Funding opportunities

Funding Type: 
SEED Grant
Grant Number: 
Principle Investigator: 
Funds requested: 
$640 642
Funding Recommendations: 
Grant approved: 
Public Abstract: 

Human embryonic stem cells have a great potential for medical therapeutics. However, the genes required for altering the fate of these cells to differentiate into a particular tissue or cell type is not well understood. The ability to efficiently transfer genes or silence genes in ES cells would be of great benefit for two reasons: 1) A combination of gene therapy and ES stem cells will likely broaden the therapeutic potential of these cells, and 2) the ability to alter gene expression will provide important tools for unraveling the genetic programs required for targeted differentiation into a specific tissue or cell-type. Viral gene transfer vectors are derived from viruses. The viral genes are removed and replaced with a therapeutic gene or a gene under biological study. Thus, the viral shell is used to transfer the desired gene into cells. Although there has been some success, current gene transfer vectors do not work efficiently in ES cells. To make this new gene transfer vector, we will use the adenoassociated virus (AAV). This virus is not associated with any known disease and has been used in a number of human clinical trials. Another advantage of vectors based on these viruses is that they can be used to overproduce a gene product, turn off a gene product, and even target a mutation in a specified gene. We plan to use a recent strategy developed in our laboratory to select for AAV viruses that are very efficient at infecting human ES cells. Once these viruses are identified, as a proof-of-concept, we will make gene transfer vectors and test them in new human ES cells for their ability to over-express and turn off genes that we believe are important in early human ES cell differentiation.

Statement of Benefit to California: 

California is leading the way in stem cell research. The ability to transfer nucleic acids into stem cells will open up an additional therapeutic window as well as allow important tools for helping define the genetic programs required for stem cell differentiation into a myriad of different cell types. The intellectual property surrounding the vectors that we have selected and characterized by the same approach for liver transduction have been protected by a patent application submitted on behalf of {REDACTED}. Like all of our reagents and discoveries, the ES cell specific gene transfer vectors developed in our laboratory will be made available to all academic researchers around the world. We will offer these vectors to corporate entities per the rules and regulations dictated by the California State Stem Cell Institute and {REDACTED}. We should note that even prior to publication, several vectors isolated and characterized for liver gene transfer by our laboratory have been sent to commercial entities for evaluation and possible use in both research and clinical trial development.
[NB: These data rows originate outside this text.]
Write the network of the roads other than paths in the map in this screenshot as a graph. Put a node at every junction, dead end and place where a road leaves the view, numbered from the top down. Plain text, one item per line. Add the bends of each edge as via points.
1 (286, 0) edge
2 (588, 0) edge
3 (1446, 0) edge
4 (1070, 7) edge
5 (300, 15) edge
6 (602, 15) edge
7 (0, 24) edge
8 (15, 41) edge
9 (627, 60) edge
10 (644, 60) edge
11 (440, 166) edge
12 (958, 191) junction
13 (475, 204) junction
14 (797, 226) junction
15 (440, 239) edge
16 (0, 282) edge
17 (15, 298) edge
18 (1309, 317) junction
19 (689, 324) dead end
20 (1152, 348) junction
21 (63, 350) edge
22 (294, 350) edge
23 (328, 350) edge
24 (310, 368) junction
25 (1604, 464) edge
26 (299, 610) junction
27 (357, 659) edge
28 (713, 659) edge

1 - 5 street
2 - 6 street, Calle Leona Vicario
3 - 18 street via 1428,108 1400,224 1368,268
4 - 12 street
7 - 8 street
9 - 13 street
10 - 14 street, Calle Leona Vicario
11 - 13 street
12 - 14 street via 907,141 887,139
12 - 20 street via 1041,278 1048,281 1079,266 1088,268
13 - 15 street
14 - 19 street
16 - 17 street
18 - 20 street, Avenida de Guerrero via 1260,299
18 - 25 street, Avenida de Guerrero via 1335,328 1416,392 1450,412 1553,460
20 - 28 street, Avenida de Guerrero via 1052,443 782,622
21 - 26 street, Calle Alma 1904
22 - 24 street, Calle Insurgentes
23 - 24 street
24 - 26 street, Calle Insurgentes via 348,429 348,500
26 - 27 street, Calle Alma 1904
We believe that our technology will have wide-spread use by stem cell researchers in California as well as the rest of the world.

Review Summary: 

SYNOPSIS: In this proposal, the investigator wishes to generate AAV vectors that will transduce hESCs at high frequency. Such vectors will be constructed following screening of AAV capsid libraries generated by DNA shuffling for those viruses that most efficiently infect hESC lines. The vectors will engineered to express shRNA and the efficency of shRNA inhibition of gene expression in hESC determined. AAV vectors that allow for permanent genetic modification of hESC will be generated using a DNA transposon system. Proof of concept experiments will then be performed in hESC by knocking down and overexpressing genes known to be important during endoderm formation. The H9 cell line will be used in initial vector derivation studies, other hESC lines will be used subsequently.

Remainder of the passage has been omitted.